___ Available data

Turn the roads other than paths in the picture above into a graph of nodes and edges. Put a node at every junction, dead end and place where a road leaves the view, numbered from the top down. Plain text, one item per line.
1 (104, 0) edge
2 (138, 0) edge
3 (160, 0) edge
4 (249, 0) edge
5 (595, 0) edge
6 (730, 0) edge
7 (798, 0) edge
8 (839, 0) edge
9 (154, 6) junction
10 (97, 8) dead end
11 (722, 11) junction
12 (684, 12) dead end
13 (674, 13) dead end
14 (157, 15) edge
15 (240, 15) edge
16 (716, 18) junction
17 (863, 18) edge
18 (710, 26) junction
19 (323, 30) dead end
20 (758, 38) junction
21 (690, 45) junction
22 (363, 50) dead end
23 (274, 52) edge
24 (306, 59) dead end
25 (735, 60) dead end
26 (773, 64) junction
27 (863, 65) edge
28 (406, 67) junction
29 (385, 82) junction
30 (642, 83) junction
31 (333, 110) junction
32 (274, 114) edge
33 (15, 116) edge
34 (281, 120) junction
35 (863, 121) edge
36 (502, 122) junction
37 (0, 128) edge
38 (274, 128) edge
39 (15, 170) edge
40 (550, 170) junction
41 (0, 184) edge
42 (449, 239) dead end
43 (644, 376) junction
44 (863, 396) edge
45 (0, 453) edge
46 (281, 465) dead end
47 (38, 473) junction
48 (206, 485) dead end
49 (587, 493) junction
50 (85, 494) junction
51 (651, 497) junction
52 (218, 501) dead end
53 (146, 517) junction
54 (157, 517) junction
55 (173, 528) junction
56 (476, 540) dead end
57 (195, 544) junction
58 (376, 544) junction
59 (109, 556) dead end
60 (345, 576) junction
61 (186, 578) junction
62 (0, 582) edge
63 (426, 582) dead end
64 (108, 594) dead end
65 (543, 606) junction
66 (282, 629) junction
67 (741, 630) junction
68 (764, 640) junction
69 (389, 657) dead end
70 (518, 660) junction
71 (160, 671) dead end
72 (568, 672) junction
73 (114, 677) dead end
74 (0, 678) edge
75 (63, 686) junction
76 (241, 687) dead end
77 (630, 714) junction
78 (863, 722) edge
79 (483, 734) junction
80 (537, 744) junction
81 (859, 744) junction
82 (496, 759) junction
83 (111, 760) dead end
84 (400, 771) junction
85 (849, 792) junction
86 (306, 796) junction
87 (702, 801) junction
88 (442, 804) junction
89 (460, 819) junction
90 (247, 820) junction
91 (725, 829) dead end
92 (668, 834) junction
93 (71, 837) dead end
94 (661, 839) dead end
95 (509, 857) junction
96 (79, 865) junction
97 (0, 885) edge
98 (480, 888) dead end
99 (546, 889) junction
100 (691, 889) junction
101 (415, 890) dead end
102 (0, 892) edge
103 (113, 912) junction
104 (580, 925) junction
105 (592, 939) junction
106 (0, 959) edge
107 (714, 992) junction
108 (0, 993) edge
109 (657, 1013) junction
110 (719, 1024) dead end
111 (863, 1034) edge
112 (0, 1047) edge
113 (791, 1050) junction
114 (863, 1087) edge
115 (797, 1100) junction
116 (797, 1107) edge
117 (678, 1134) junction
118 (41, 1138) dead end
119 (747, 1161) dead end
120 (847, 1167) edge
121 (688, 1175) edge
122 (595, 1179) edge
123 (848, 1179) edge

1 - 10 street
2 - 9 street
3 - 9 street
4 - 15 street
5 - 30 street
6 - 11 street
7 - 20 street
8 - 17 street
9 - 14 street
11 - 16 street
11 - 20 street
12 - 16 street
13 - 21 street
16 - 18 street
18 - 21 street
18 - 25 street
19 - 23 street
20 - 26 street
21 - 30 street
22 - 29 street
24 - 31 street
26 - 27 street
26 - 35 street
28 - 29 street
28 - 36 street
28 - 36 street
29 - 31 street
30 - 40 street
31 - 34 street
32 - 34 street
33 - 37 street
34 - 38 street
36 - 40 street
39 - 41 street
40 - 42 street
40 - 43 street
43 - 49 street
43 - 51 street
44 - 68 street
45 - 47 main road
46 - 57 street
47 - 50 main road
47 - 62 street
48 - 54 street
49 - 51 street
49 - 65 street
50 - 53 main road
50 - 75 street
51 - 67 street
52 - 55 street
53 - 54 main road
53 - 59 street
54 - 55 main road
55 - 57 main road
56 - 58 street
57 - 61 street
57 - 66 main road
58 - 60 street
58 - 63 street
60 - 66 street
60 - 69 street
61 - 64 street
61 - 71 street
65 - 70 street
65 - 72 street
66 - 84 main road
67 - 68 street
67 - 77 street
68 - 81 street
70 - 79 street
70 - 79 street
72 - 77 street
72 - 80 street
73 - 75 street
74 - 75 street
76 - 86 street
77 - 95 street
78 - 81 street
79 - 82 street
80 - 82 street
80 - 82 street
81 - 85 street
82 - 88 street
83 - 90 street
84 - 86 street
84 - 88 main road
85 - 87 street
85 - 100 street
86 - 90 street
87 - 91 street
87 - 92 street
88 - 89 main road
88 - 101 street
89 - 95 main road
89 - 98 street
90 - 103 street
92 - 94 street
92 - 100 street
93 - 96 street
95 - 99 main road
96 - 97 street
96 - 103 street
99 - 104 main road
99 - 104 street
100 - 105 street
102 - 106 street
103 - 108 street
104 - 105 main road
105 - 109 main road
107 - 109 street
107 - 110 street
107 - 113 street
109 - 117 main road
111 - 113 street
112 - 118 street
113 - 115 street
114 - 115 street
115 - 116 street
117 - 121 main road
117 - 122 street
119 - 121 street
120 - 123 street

______

All records should be returned verbatim, none left out.

Turn the roads other than paths in the picture above into a graph of nodes and edges. Put a node at every junction, dead end and place where a road leaves the view, numbered from the top down. Plain text, one item per line.
1 (104, 0) edge
2 (138, 0) edge
3 (160, 0) edge
4 (249, 0) edge
5 (595, 0) edge
6 (730, 0) edge
7 (798, 0) edge
8 (839, 0) edge
9 (154, 6) junction
10 (97, 8) dead end
11 (722, 11) junction
12 (684, 12) dead end
13 (674, 13) dead end
14 (157, 15) edge
15 (240, 15) edge
16 (716, 18) junction
17 (863, 18) edge
18 (710, 26) junction
19 (323, 30) dead end
20 (758, 38) junction
21 (690, 45) junction
22 (363, 50) dead end
23 (274, 52) edge
24 (306, 59) dead end
25 (735, 60) dead end
26 (773, 64) junction
27 (863, 65) edge
28 (406, 67) junction
29 (385, 82) junction
30 (642, 83) junction
31 (333, 110) junction
32 (274, 114) edge
33 (15, 116) edge
34 (281, 120) junction
35 (863, 121) edge
36 (502, 122) junction
37 (0, 128) edge
38 (274, 128) edge
39 (15, 170) edge
40 (550, 170) junction
41 (0, 184) edge
42 (449, 239) dead end
43 (644, 376) junction
44 (863, 396) edge
45 (0, 453) edge
46 (281, 465) dead end
47 (38, 473) junction
48 (206, 485) dead end
49 (587, 493) junction
50 (85, 494) junction
51 (651, 497) junction
52 (218, 501) dead end
53 (146, 517) junction
54 (157, 517) junction
55 (173, 528) junction
56 (476, 540) dead end
57 (195, 544) junction
58 (376, 544) junction
59 (109, 556) dead end
60 (345, 576) junction
61 (186, 578) junction
62 (0, 582) edge
63 (426, 582) dead end
64 (108, 594) dead end
65 (543, 606) junction
66 (282, 629) junction
67 (741, 630) junction
68 (764, 640) junction
69 (389, 657) dead end
70 (518, 660) junction
71 (160, 671) dead end
72 (568, 672) junction
73 (114, 677) dead end
74 (0, 678) edge
75 (63, 686) junction
76 (241, 687) dead end
77 (630, 714) junction
78 (863, 722) edge
79 (483, 734) junction
80 (537, 744) junction
81 (859, 744) junction
82 (496, 759) junction
83 (111, 760) dead end
84 (400, 771) junction
85 (849, 792) junction
86 (306, 796) junction
87 (702, 801) junction
88 (442, 804) junction
89 (460, 819) junction
90 (247, 820) junction
91 (725, 829) dead end
92 (668, 834) junction
93 (71, 837) dead end
94 (661, 839) dead end
95 (509, 857) junction
96 (79, 865) junction
97 (0, 885) edge
98 (480, 888) dead end
99 (546, 889) junction
100 (691, 889) junction
101 (415, 890) dead end
102 (0, 892) edge
103 (113, 912) junction
104 (580, 925) junction
105 (592, 939) junction
106 (0, 959) edge
107 (714, 992) junction
108 (0, 993) edge
109 (657, 1013) junction
110 (719, 1024) dead end
111 (863, 1034) edge
112 (0, 1047) edge
113 (791, 1050) junction
114 (863, 1087) edge
115 (797, 1100) junction
116 (797, 1107) edge
117 (678, 1134) junction
118 (41, 1138) dead end
119 (747, 1161) dead end
120 (847, 1167) edge
121 (688, 1175) edge
122 (595, 1179) edge
123 (848, 1179) edge

1 - 10 street
2 - 9 street
3 - 9 street
4 - 15 street
5 - 30 street
6 - 11 street
7 - 20 street
8 - 17 street
9 - 14 street
11 - 16 street
11 - 20 street
12 - 16 street
13 - 21 street
16 - 18 street
18 - 21 street
18 - 25 street
19 - 23 street
20 - 26 street
21 - 30 street
22 - 29 street
24 - 31 street
26 - 27 street
26 - 35 street
28 - 29 street
28 - 36 street
28 - 36 street
29 - 31 street
30 - 40 street
31 - 34 street
32 - 34 street
33 - 37 street
34 - 38 street
36 - 40 street
39 - 41 street
40 - 42 street
40 - 43 street
43 - 49 street
43 - 51 street
44 - 68 street
45 - 47 main road
46 - 57 street
47 - 50 main road
47 - 62 street
48 - 54 street
49 - 51 street
49 - 65 street
50 - 53 main road
50 - 75 street
51 - 67 street
52 - 55 street
53 - 54 main road
53 - 59 street
54 - 55 main road
55 - 57 main road
56 - 58 street
57 - 61 street
57 - 66 main road
58 - 60 street
58 - 63 street
60 - 66 street
60 - 69 street
61 - 64 street
61 - 71 street
65 - 70 street
65 - 72 street
66 - 84 main road
67 - 68 street
67 - 77 street
68 - 81 street
70 - 79 street
70 - 79 street
72 - 77 street
72 - 80 street
73 - 75 street
74 - 75 street
76 - 86 street
77 - 95 street
78 - 81 street
79 - 82 street
80 - 82 street
80 - 82 street
81 - 85 street
82 - 88 street
83 - 90 street
84 - 86 street
84 - 88 main road
85 - 87 street
85 - 100 street
86 - 90 street
87 - 91 street
87 - 92 street
88 - 89 main road
88 - 101 street
89 - 95 main road
89 - 98 street
90 - 103 street
92 - 94 street
92 - 100 street
93 - 96 street
95 - 99 main road
96 - 97 street
96 - 103 street
99 - 104 main road
99 - 104 street
100 - 105 street
102 - 106 street
103 - 108 street
104 - 105 main road
105 - 109 main road
107 - 109 street
107 - 110 street
107 - 113 street
109 - 117 main road
111 - 113 street
112 - 118 street
113 - 115 street
114 - 115 street
115 - 116 street
117 - 121 main road
117 - 122 street
119 - 121 street
120 - 123 street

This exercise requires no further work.